It was a period when live TV was just starting and getting popular and they took it seriously too. Not so much like TV now. They did Hemingway and Faulkner - and they’re all wonderful artists and it just was very creative at that time.
Paddy Chayefksy was writing and it was a time where everybody was happy to be there [on TV].
I read the script of [Woman Under the Influence ] 50 times. And I thought about it. And then I did it.
So after the Shadows he acted and directed. And it worked out very nicely. And he wrote, obviously.
Of course I would change anything if John Cassavetes said so - it's his script. But he was very easy about that.
Because John Cassavetes was so terrific in live TV, a lot of his friends had not been able to participate in that yet and so they asked if he would gather with them at night when I was at the play and tell them what live TV was like, what you had to adjust to because it was its own medium - it had many things you had to be aware of.
He[John Cassavetes] was just being an actor. A very successful actor, especially in live TV. He did many wonderful performances.
John Cassavetes was there at night while I was working. After they [with his friends] discussed as much live TV as they felt they needed to, they started improvising scenes just for the fun of it and one of those scenes everybody got very interested in and it turned into Shadows [1959]. That movie was entirely improvised.
John [Cassavetes] had shot a great deal of Shadows and I had to go fulfill my contract in California, so he and all the rest of the Shadows cast came out to California and they finished it off and he cut it. He turned the garage into an editing room and he was by then a director of Shadows.
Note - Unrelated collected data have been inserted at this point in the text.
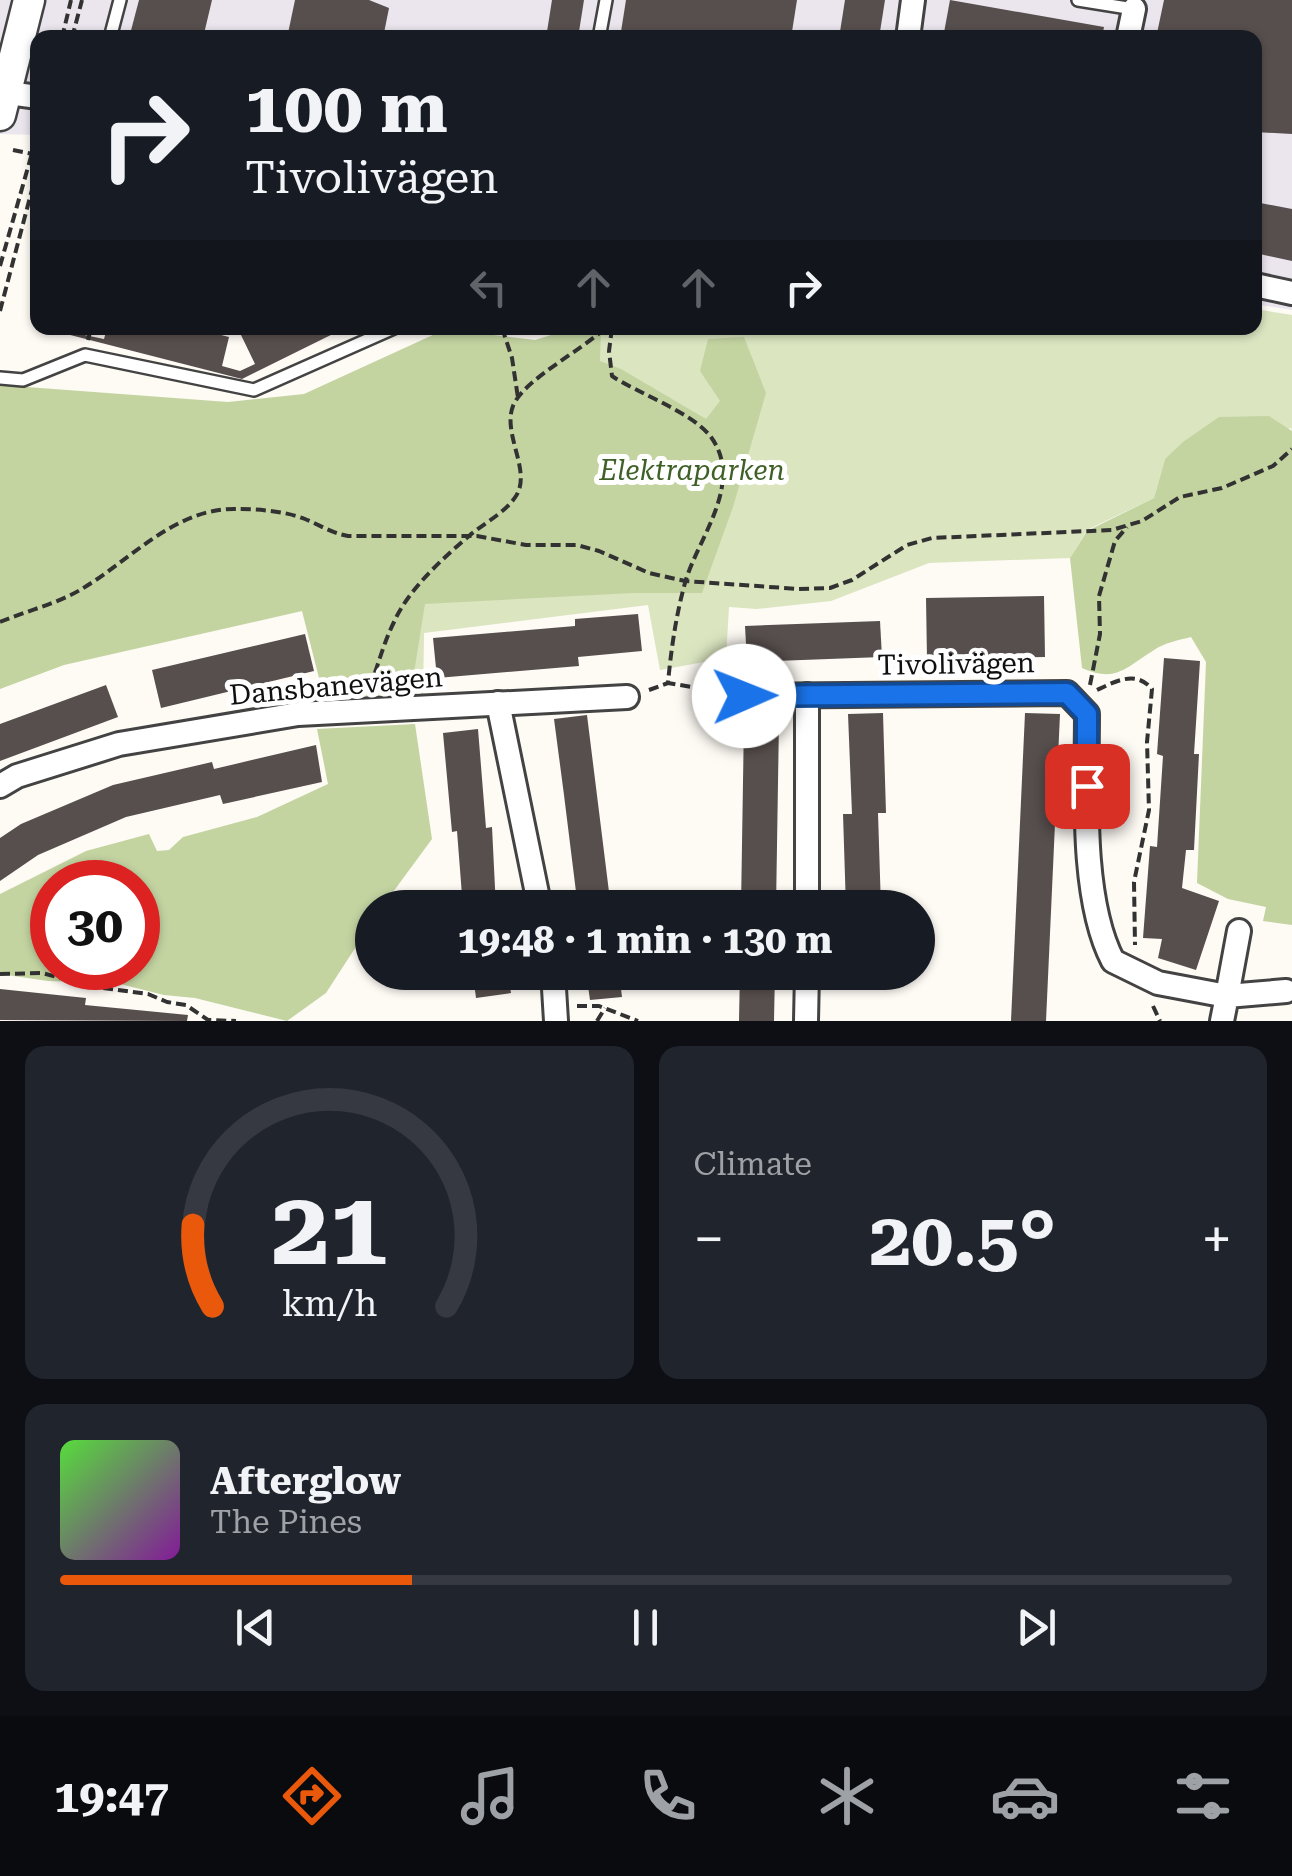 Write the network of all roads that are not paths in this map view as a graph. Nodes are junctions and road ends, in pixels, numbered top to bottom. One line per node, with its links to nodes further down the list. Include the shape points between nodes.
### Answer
1 (29, 0): 12 (street)
2 (120, 0): 7 (lane)
3 (606, 0): 8 (lane)
4 (913, 0): 9 (street)
5 (1078, 0): 6 (lane)
6 (1134, 9): 10 (street)
7 (112, 30)
8 (601, 30)
9 (909, 30)
10 (1130, 30)
11 (30, 98): 12 (street)
12 (2, 100)
13 (1262, 286): 14 (street)
14 (1288, 290)
15 (378, 335): 16 (lane, via 254,390 84,355 23,380)
16 (0, 378)
17 (807, 695): 18 (street, Tivolivägen); 23 (street); 27 (street, Tivolivägen, via 1067,693 1087,714 1095,921 1112,961 1158,982)
18 (744, 696)
19 (627, 697): 20 (street, Dansbanevägen)
20 (498, 703): 21 (street, Dansbanevägen, via 298,714 119,744); 22 (street)
21 (0, 786)
22 (536, 890)
23 (806, 890)
24 (1240, 932): 27 (street)
25 (806, 990): 28 (street)
26 (1290, 990): 27 (street)
27 (1227, 996): 29 (street)
28 (806, 1021)
29 (1222, 1021) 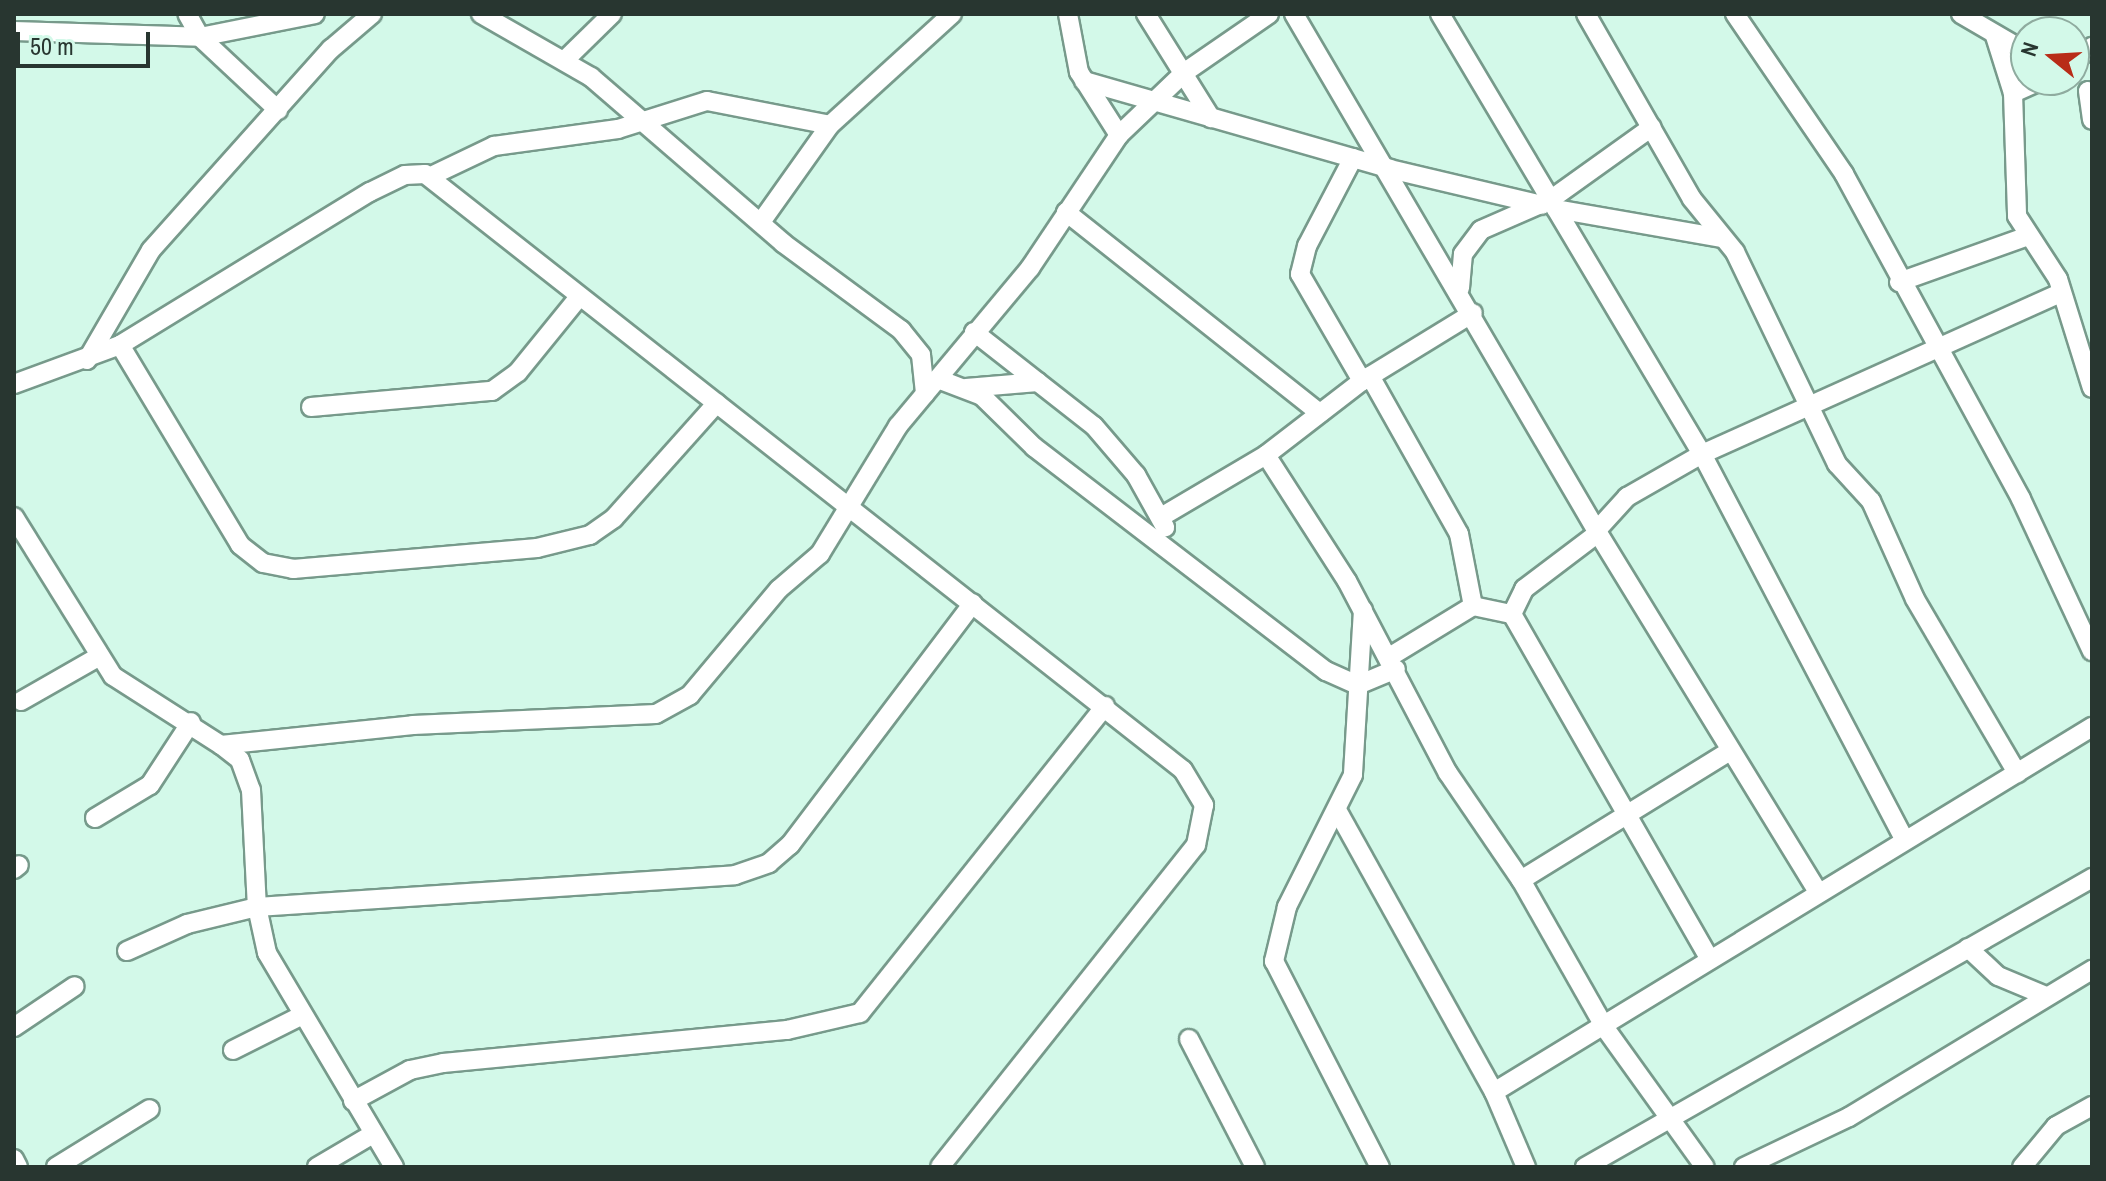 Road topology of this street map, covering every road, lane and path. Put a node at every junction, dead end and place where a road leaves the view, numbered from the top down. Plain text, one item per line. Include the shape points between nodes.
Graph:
1 (187, 14) edge
2 (315, 14) edge
3 (372, 14) edge
4 (481, 14) edge
5 (612, 14) edge
6 (952, 14) edge
7 (1068, 14) edge
8 (1146, 14) edge
9 (1269, 14) edge
10 (1294, 14) edge
11 (1440, 14) edge
12 (1586, 14) edge
13 (1735, 14) edge
14 (1961, 14) edge
15 (14, 31) edge
16 (1995, 36) junction
17 (200, 37) junction
18 (2010, 44) edge
19 (567, 58) junction
20 (1185, 72) junction
21 (1084, 81) junction
22 (2010, 84) edge
23 (2013, 96) edge
24 (2086, 96) edge
25 (1158, 102) junction
26 (278, 110) junction
27 (1211, 118) junction
28 (2092, 120) edge
29 (645, 121) junction
30 (830, 125) junction
31 (1652, 127) junction
32 (1119, 135) junction
33 (1353, 158) junction
34 (1390, 169) junction
35 (431, 176) junction
36 (1549, 205) junction
37 (1066, 212) junction
38 (761, 222) junction
39 (2028, 236) junction
40 (1723, 238) junction
41 (1899, 282) junction
42 (1460, 288) junction
43 (2060, 293) junction
44 (579, 297) junction
45 (1473, 313) junction
46 (974, 332) junction
47 (120, 345) junction
48 (1937, 348) junction
49 (87, 360) junction
50 (938, 379) junction
51 (1366, 379) junction
52 (1038, 382) junction
53 (15, 385) edge
54 (966, 388) junction
55 (2092, 388) edge
56 (925, 394) junction
57 (717, 403) junction
58 (1806, 403) junction
59 (311, 407) dead end
60 (1320, 413) junction
61 (1702, 454) junction
62 (1266, 455) junction
63 (850, 504) junction
64 (1161, 517) junction
65 (16, 523) edge
66 (1597, 531) junction
67 (1174, 551) junction
68 (973, 603) junction
69 (1473, 606) junction
70 (1363, 610) junction
71 (1512, 614) junction
72 (2092, 651) edge
73 (100, 656) junction
74 (1394, 662) junction
75 (1358, 685) junction
76 (21, 701) dead end
77 (1105, 706) junction
78 (191, 722) junction
79 (2092, 727) edge
80 (221, 745) junction
81 (1730, 751) junction
82 (2017, 773) junction
83 (1337, 810) junction
84 (95, 818) dead end
85 (1624, 818) junction
86 (1905, 840) junction
87 (2092, 878) edge
88 (1521, 880) junction
89 (1819, 893) junction
90 (257, 907) junction
91 (1968, 948) junction
92 (127, 951) dead end
93 (1708, 956) junction
94 (2092, 970) edge
95 (75, 986) dead end
96 (2046, 996) junction
97 (303, 1015) junction
98 (14, 1027) edge
99 (1605, 1028) junction
100 (1189, 1039) dead end
101 (233, 1050) dead end
102 (1494, 1092) junction
103 (353, 1101) junction
104 (2092, 1106) edge
105 (150, 1109) dead end
106 (1674, 1120) junction
107 (373, 1134) junction
108 (14, 1159) edge
109 (18, 1167) edge
110 (56, 1167) edge
111 (317, 1167) edge
112 (394, 1167) edge
113 (940, 1167) edge
114 (1255, 1167) edge
115 (1380, 1167) edge
116 (1526, 1167) edge
117 (1585, 1167) edge
118 (1705, 1167) edge
119 (1744, 1167) edge
120 (2022, 1167) edge

1 - 17 street
2 - 17 street
3 - 26 street
4 - 19 street
5 - 19 street
6 - 30 street
7 - 21 street
8 - 20 street
9 - 20 street
10 - 34 street
11 - 36 street
12 - 31 street
13 - 41 street via 1844,174
14 - 16 street
15 - 17 street
16 - 18 street
16 - 22 street
17 - 26 street
19 - 29 street
20 - 25 street
20 - 27 street
21 - 25 street
21 - 32 street
23 - 39 street via 2017,216
24 - 28 street
25 - 27 street
25 - 32 street
26 - 49 street via 151,250
27 - 33 street
29 - 30 street via 720,100
29 - 35 street via 494,146
29 - 38 street
30 - 38 street
31 - 36 street
31 - 40 street via 1692,199
32 - 37 street
33 - 34 street
33 - 51 street via 1307,246 1300,274
34 - 36 street
34 - 42 street
35 - 44 street
35 - 47 street via 405,175 370,192
36 - 40 street
36 - 42 street via 1481,230 1469,241
36 - 61 street
37 - 46 street via 1030,268
37 - 60 street
38 - 56 street via 907,336 921,355
39 - 41 street
39 - 43 street via 2051,265
40 - 58 street via 1761,299
41 - 48 street
42 - 45 street
43 - 48 street
43 - 55 street
44 - 57 street
44 - 59 street via 518,372 492,391
45 - 51 street
45 - 66 street
46 - 50 street
46 - 52 street
47 - 49 street
47 - 57 street via 240,545 278,568 537,548 590,535 614,518
48 - 58 street
48 - 72 street via 2021,499
49 - 53 street
50 - 54 street
50 - 56 street
51 - 60 street
51 - 69 street via 1459,534
52 - 54 street
52 - 64 street via 1077,409 1113,447
54 - 67 street
56 - 63 street via 878,454
57 - 63 street
58 - 61 street
58 - 82 street via 1837,464 1876,510 1925,618
60 - 62 street
61 - 66 street via 1627,497
61 - 86 street
62 - 64 street
62 - 70 street
63 - 68 street
63 - 80 street via 820,554 779,589 719,664 690,695 656,714 413,725
64 - 67 street
65 - 73 street
66 - 71 street via 1524,589
66 - 81 street via 1685,666
67 - 75 street via 1315,663
68 - 77 street
68 - 90 street via 790,845 769,863 735,875
69 - 71 street
69 - 74 street
70 - 74 street
70 - 75 street
71 - 85 street
73 - 76 street
73 - 78 street via 128,688
74 - 75 street
74 - 88 street via 1448,773
75 - 83 street via 1357,760
77 - 103 street via 860,1013 787,1030 443,1063 410,1070
77 - 113 street via 1193,779 1204,805 1202,833 959,1150
78 - 80 street
78 - 84 street via 150,785
79 - 82 street
80 - 90 street via 240,760 249,781
81 - 85 street
81 - 89 street
82 - 86 street
83 - 102 street
83 - 115 street via 1287,907 1274,961
85 - 88 street
85 - 93 street
86 - 89 street
87 - 91 street
88 - 99 street
89 - 93 street
90 - 92 street via 187,924
90 - 97 street via 267,953
91 - 96 street via 1998,976
91 - 106 street
93 - 99 street
94 - 96 street
95 - 98 street
96 - 119 street via 1875,1103
97 - 101 street
97 - 103 street
99 - 102 street
99 - 106 street
100 - 114 street
102 - 116 street
103 - 107 street
104 - 120 street via 2056,1126
105 - 110 street
106 - 117 street
106 - 118 street
107 - 111 street
107 - 112 street
108 - 109 street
That's the only thing he'd directed. But, he loved it.
So many people mistakenly think that the rest of his [John Cassavetes] pictures and the ones we did were improvised, which isn't true. He wrote all the rest of them.
I got a part opposite Edward G. Robinson in a play called Middle of The Night, which Paddy Cheyafsky had written. It played for a long time because everybody just loved Edward G. Robinson, everybody in New York wanted to see it. John and I were married at the time and put into a position where I was working very long evening hours and he was working in the daytime and so there was a lot of spare time.
When I was in Middle of The Night, MGM came and offered me a contract and I said that when I got out of the play, I'd like to try it. I didn't know anything about making movies but I was certainly finding it interesting.
I think that I was lucky to have that period of time [ like coming to New York] because everything was so exciting and new.